LLANES
- RIBEDESELLA
Mercredi, 13 septembre 2017
Jour 13
28 km
J’aimerais
bien revenir sur le fait que la veille j’avais demandé à la réception de
l’hôtel Villa de Llanes à quel se prendrait le
desayuno. « a la siete y media ». Comme l’étape qui nous
attendait aujourd’hui était également un peu plus longue nous nous présentions
donc à sept heures et demie au comedor pour prendre le desayuna. Dès l’accès au
local une odeur de café mélangée à d’autres venait à notre rencontre. Tout
semblait au beau fixe puisque derrière un des comptoirs circulait une dame d’un
certain âge qui apparemment attendait pour servir. Surgit alors l’homme que
était assis à la réception qui nous semblait être le mari de la dame déjà très
active qui nous informait que le desayuno ne pourrait se prendre qu’à partir de
huit heures. Pour être surpris on était surpris. Comme le desayuno n’était pas
compris dans le prix de la chambre, nous avons décidé de manger en ville.
Sans
le savoir, Nicolas en aura déjà pour son argent et ce dès le petit matin. Nous
avions en effet convenu que ce serait chaque jour un autre qui payerait l’hôtel
et ce matin la douloureuse était pour Nicolas. Il présentait sa carte de crédit
au monsieur à la réception qui dès la prise en main avait des problèmes pour
manipuler l’appareil pour faire profiter l’établissement du prix convenu. Une
histoire à n’en pas finir – il était tout simplement perdu dans ce qu’on
attendait de lui. Pour finir Nicolas a payé cash en doutant fort des compétences
de son vis-à-vis.
Nous
avons mis dix minutes pour descendre dans la ville et avons trouvé un
établissement qui avait mis une pancarte devant sa porte sur laquelle on
pouvait lire : desayuna avec tout ce qu’on offrait y compris les prix ad
hoc. La porte était grande ouverte, tout était illuminé et il y avait quatre
personnes derrière le comptoir. Quand nous voulions entrer on nous disait que
c’était encore fermé et qu’on ne servirait pas avant huit heures. Bonjour la
tension artérielle !
Comment
voulez-vous que dans un environnement pareil un système économique puisse
fonctionner et que le touriste face du bouche à oreille pour recommander tel ou
tel établissement ? L’argent se trouve par terre encore faut-il vouloir le
ramasser. Force est de constater qu’on
n’est pas tellement intéressé par un consommateur quelconque – on en fait à sa
tête et le consommateur n’a qu’à s’adapter.
J’avais
proposé de prendre le desayuno à Po, le prochain village dans lequel nous
passerions aux alentours de huit heures trente et tout au plus à neuf heures.

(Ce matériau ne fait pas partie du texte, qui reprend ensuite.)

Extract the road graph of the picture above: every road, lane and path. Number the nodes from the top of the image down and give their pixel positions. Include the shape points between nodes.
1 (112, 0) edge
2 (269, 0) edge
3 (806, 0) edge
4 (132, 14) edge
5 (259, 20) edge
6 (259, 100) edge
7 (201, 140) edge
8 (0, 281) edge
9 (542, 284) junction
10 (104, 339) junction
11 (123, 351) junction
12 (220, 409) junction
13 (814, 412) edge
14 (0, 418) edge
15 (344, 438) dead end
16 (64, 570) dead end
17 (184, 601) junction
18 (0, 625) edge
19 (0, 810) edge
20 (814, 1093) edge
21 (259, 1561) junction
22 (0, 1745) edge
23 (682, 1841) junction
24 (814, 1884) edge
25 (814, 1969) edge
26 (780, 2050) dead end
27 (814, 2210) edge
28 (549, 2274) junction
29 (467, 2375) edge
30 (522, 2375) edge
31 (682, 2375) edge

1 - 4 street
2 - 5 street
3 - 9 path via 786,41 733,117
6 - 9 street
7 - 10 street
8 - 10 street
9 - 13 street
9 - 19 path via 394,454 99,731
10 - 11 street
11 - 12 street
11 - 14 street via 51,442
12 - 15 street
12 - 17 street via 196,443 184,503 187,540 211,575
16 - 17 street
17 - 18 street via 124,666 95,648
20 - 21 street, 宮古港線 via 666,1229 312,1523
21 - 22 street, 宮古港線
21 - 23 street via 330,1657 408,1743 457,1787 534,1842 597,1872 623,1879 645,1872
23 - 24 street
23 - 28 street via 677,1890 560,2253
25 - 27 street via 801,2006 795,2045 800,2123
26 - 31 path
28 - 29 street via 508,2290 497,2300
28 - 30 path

La faim des uns et des autres l’a cependant emportée et nous nous sommes pliés
à la volonté du commerce local et attendu l’heure d’ouverture dictée par un garçon de salle.
Quelle
histoire et tout ça au début de notre dernière étape pour cette année de
pérégrination.
Quand
nous arrivons à Po deux établissements offraient le desayuno à qui veut. Le
prendre ici nous aurait peut-être mis à l’abri de la mauvaise humeur du
personnel qui travaille dans les bars.
A
la sortie du village nous vivons une fois de plus une triste histoire de tenue
d’animaux. Dans un ravin dans lequel le soleil a peu de chances d’arriver et où
l’humidité règne un cheval est attaché à une corde ce qui lui permettait de
passer d’un côté d’un petit pont vers l’autre. Pour le surplus l’animal portait
des traces pour avoir été maltraité – rien qu’à voir la manière dont il nous
regardait, un mélange entre peur de appel à l’aide, donnait des frissons dans
le dos. Sachant qu’un cheval est un animal qui a plutôt tendance à prendre la
fuite dans une situation périlleuse contrairement à l’âne qui analyse d’abord
la situation et réagit par après, on peut s’imager sa réaction face à un danger
quelconque qui le guette dans ce triste coin. Même si cet état des choses vous
fait de la peine il faut malheureusement accepter qu’on ne peut rien faire sur
place ni dans l’immédiat.
Tout
le contraire de ce que nous avons vu à Po nous est offert entre Barro et
Niembru. Dans un pré juste avant l’église paroissiale nous rencontrons un
cheval en demi sieste avec à son côté droit deux ânes. Pour les amateurs d’ânes
que nous sommes, cette image nous fait oublier la triste histoire d’il y a une
heure.
L’église
paroissiale de Notre Dame des Douleurs de Barro et Niembru a la particularité
qu’elle se trouve aux bords de l’estuaire de Niembru. Vue à partir de la route
qui contourne le village sa silhouette est doublée dans l’eau stagnante et ce
ne sont pas seulement les pèlerins qui s’arrêtent pour la prendre en photo.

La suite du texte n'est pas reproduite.